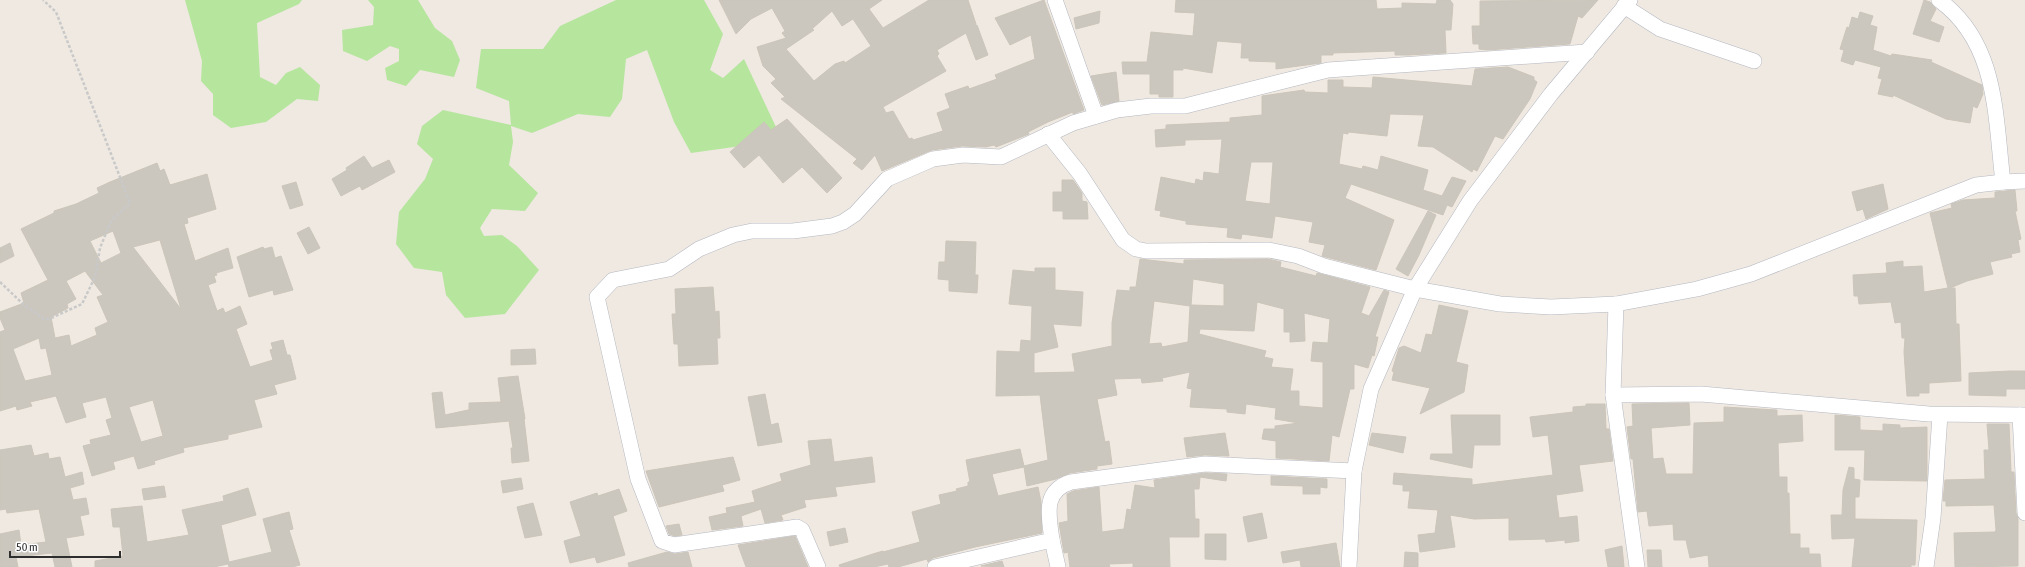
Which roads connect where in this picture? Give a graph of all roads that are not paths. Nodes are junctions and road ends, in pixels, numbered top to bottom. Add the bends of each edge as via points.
1 (1055, 0) edge
2 (1939, 0) edge
3 (1627, 3) edge
4 (1587, 52) junction
5 (1754, 62) dead end
6 (1096, 116) junction
7 (1048, 134) junction
8 (2025, 181) edge
9 (2003, 182) junction
10 (1416, 289) junction
11 (1616, 304) junction
12 (1613, 395) junction
13 (1940, 414) junction
14 (2023, 415) edge
15 (1354, 471) junction
16 (2025, 512) edge
17 (1052, 540) junction
18 (818, 567) edge
19 (935, 567) edge
20 (1058, 567) edge
21 (1348, 567) edge
22 (1637, 567) edge
23 (1926, 567) edge

1 - 6 street
2 - 9 street via 1954,10 1970,31 1989,70
3 - 4 street
3 - 5 street via 1660,29
4 - 6 street via 1328,70 1185,106 1143,106
4 - 10 street via 1551,94 1470,201
6 - 7 street
7 - 10 street via 1080,174 1123,240 1136,249 1269,250
7 - 18 street via 1001,157 963,155 933,159 887,179 855,214 843,222 793,231 752,231 732,235 699,249 669,268 613,280 597,297 638,479 662,541 674,545 797,527 802,530
8 - 9 street
9 - 11 street via 1976,185 1751,274 1697,289
10 - 11 street via 1500,304 1551,307
10 - 15 street via 1371,389
11 - 12 street
12 - 13 street via 1701,394
12 - 22 street
13 - 14 street
13 - 23 street via 1933,518
14 - 16 street
15 - 17 street via 1205,464 1071,482 1062,485 1051,496 1048,513
15 - 21 street
17 - 19 street
17 - 20 street

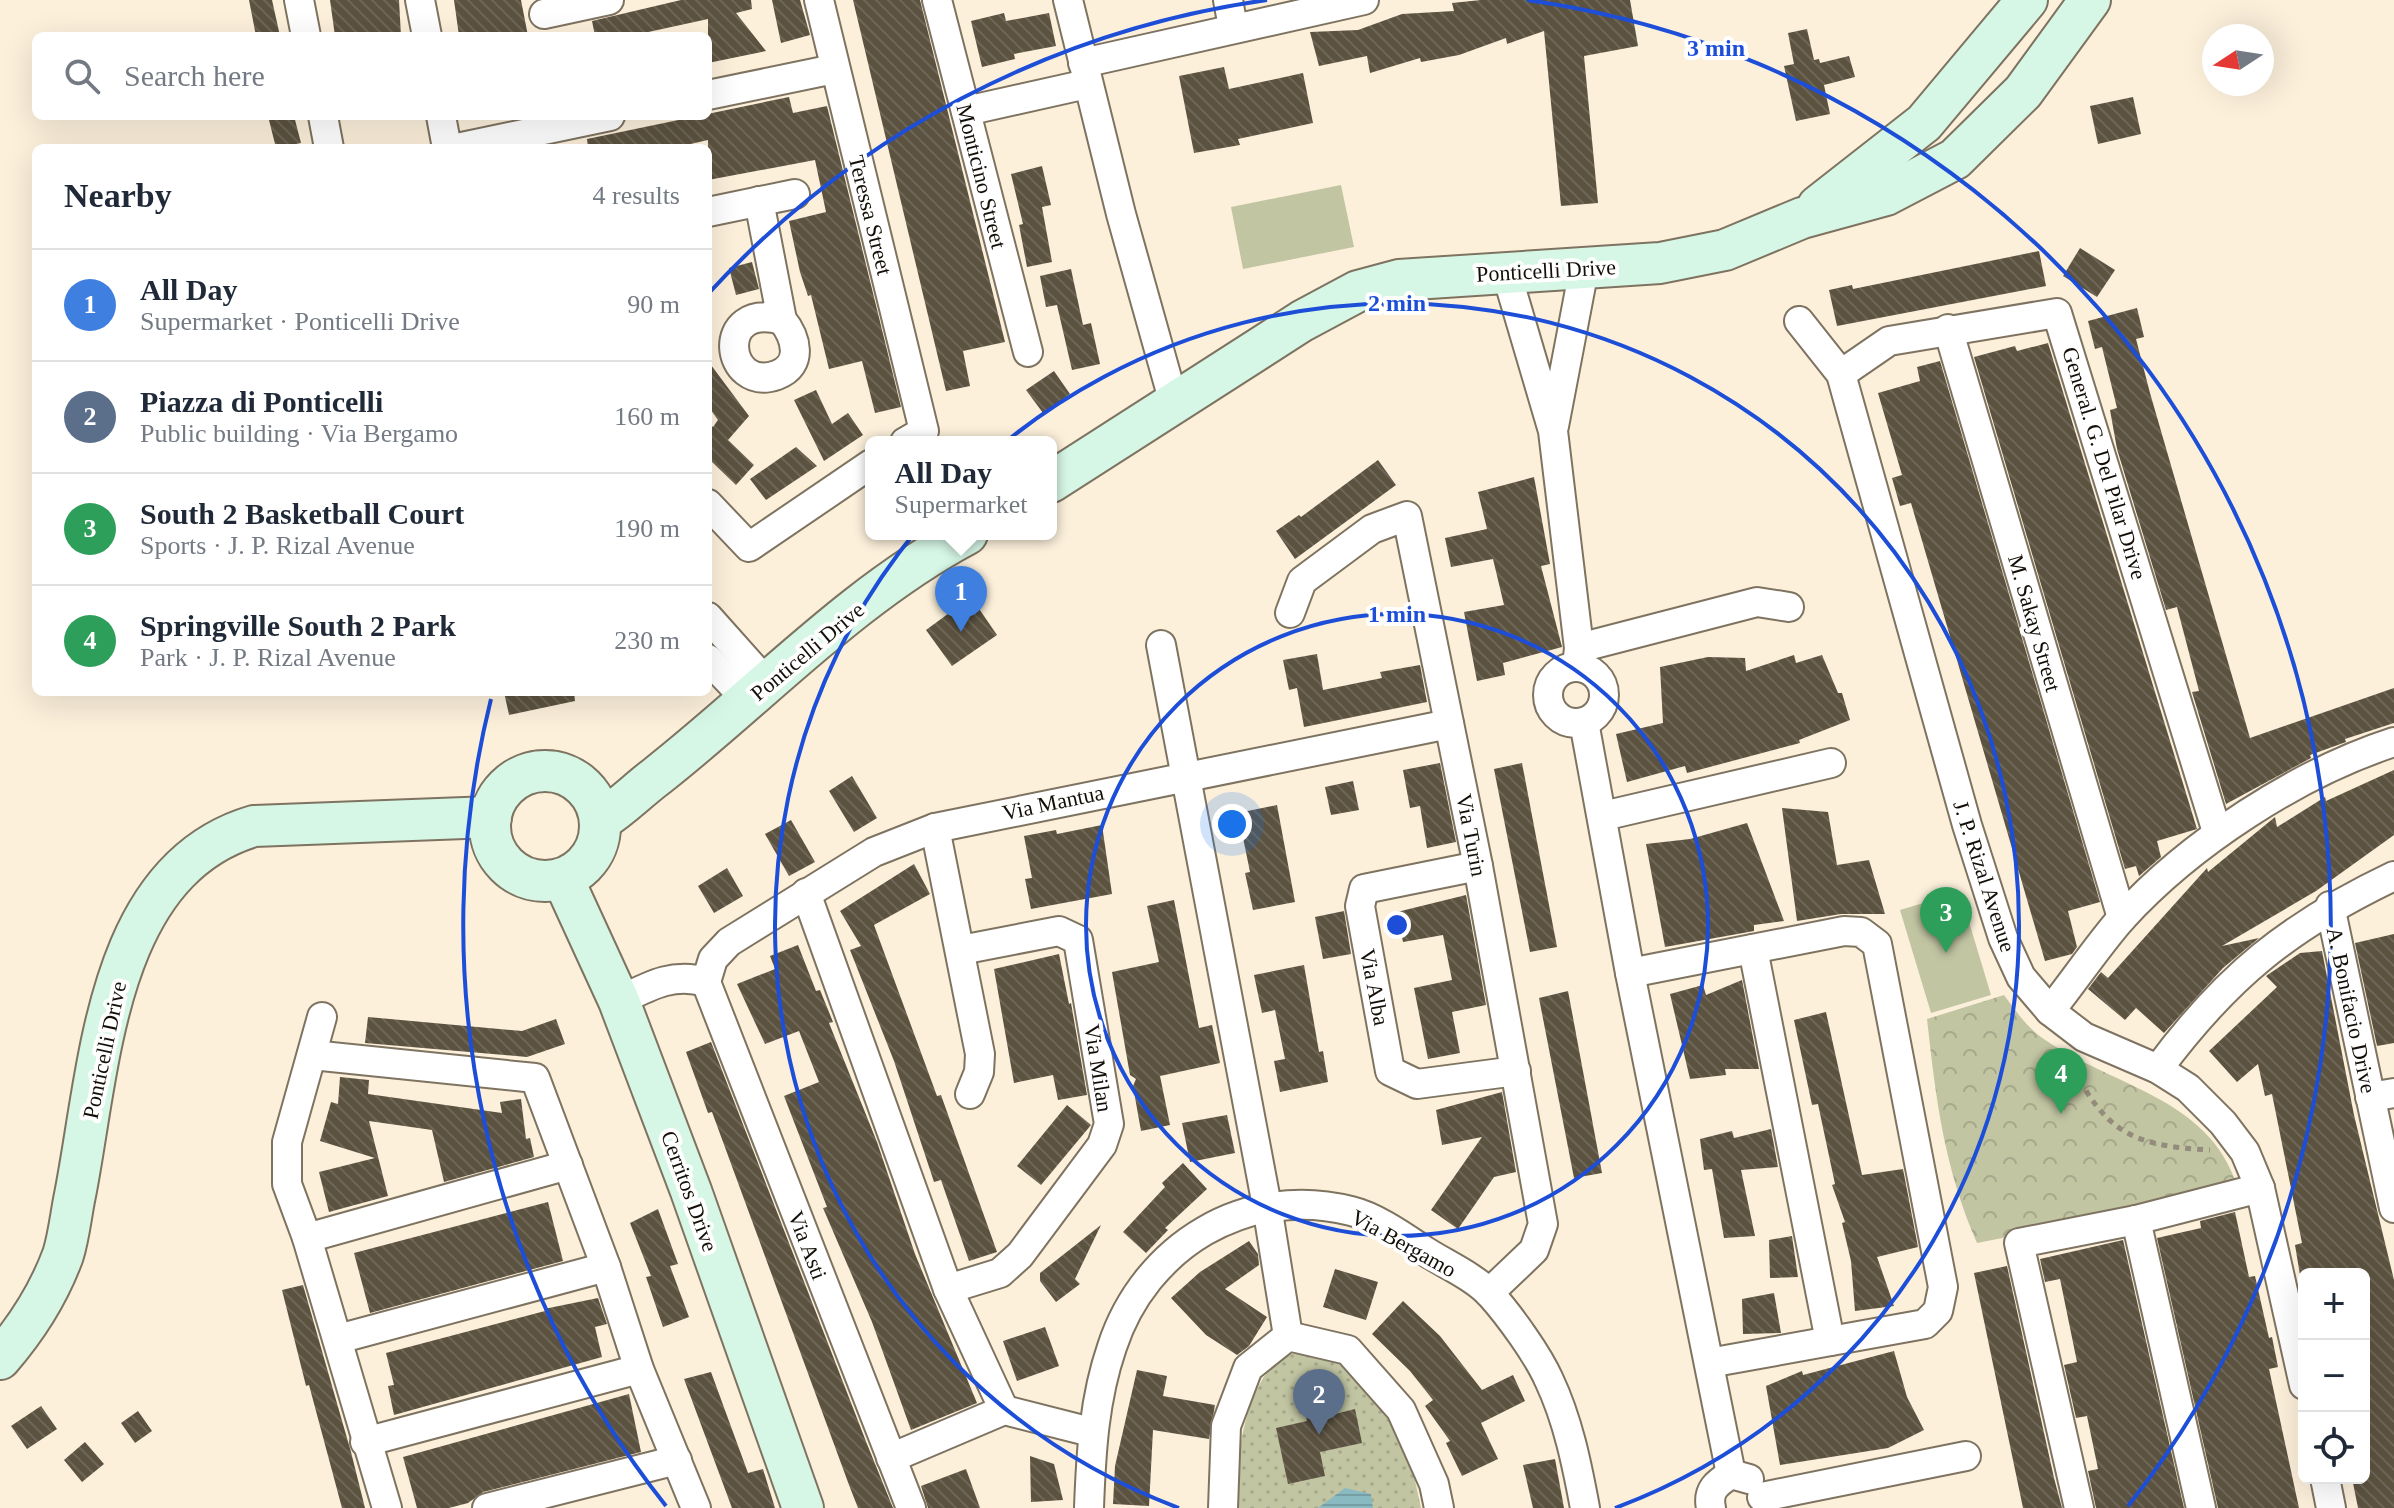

> [Aim of the exercise]:
Keep every word of the lines above unchanged in the copy, and omit the pictures.

> [Written answer]:
Which roads connect where in this picture? Give a graph of all roads that are not paths. Nodes are junctions and road ends, in pixels, numbered top to bottom. Add the bends of each edge as via points.
1 (1055, 0) edge
2 (1939, 0) edge
3 (1627, 3) edge
4 (1587, 52) junction
5 (1754, 62) dead end
6 (1096, 116) junction
7 (1048, 134) junction
8 (2025, 181) edge
9 (2003, 182) junction
10 (1416, 289) junction
11 (1616, 304) junction
12 (1613, 395) junction
13 (1940, 414) junction
14 (2023, 415) edge
15 (1354, 471) junction
16 (2025, 512) edge
17 (1052, 540) junction
18 (818, 567) edge
19 (935, 567) edge
20 (1058, 567) edge
21 (1348, 567) edge
22 (1637, 567) edge
23 (1926, 567) edge

1 - 6 street
2 - 9 street via 1954,10 1970,31 1989,70
3 - 4 street
3 - 5 street via 1660,29
4 - 6 street via 1328,70 1185,106 1143,106
4 - 10 street via 1551,94 1470,201
6 - 7 street
7 - 10 street via 1080,174 1123,240 1136,249 1269,250
7 - 18 street via 1001,157 963,155 933,159 887,179 855,214 843,222 793,231 752,231 732,235 699,249 669,268 613,280 597,297 638,479 662,541 674,545 797,527 802,530
8 - 9 street
9 - 11 street via 1976,185 1751,274 1697,289
10 - 11 street via 1500,304 1551,307
10 - 15 street via 1371,389
11 - 12 street
12 - 13 street via 1701,394
12 - 22 street
13 - 14 street
13 - 23 street via 1933,518
14 - 16 street
15 - 17 street via 1205,464 1071,482 1062,485 1051,496 1048,513
15 - 21 street
17 - 19 street
17 - 20 street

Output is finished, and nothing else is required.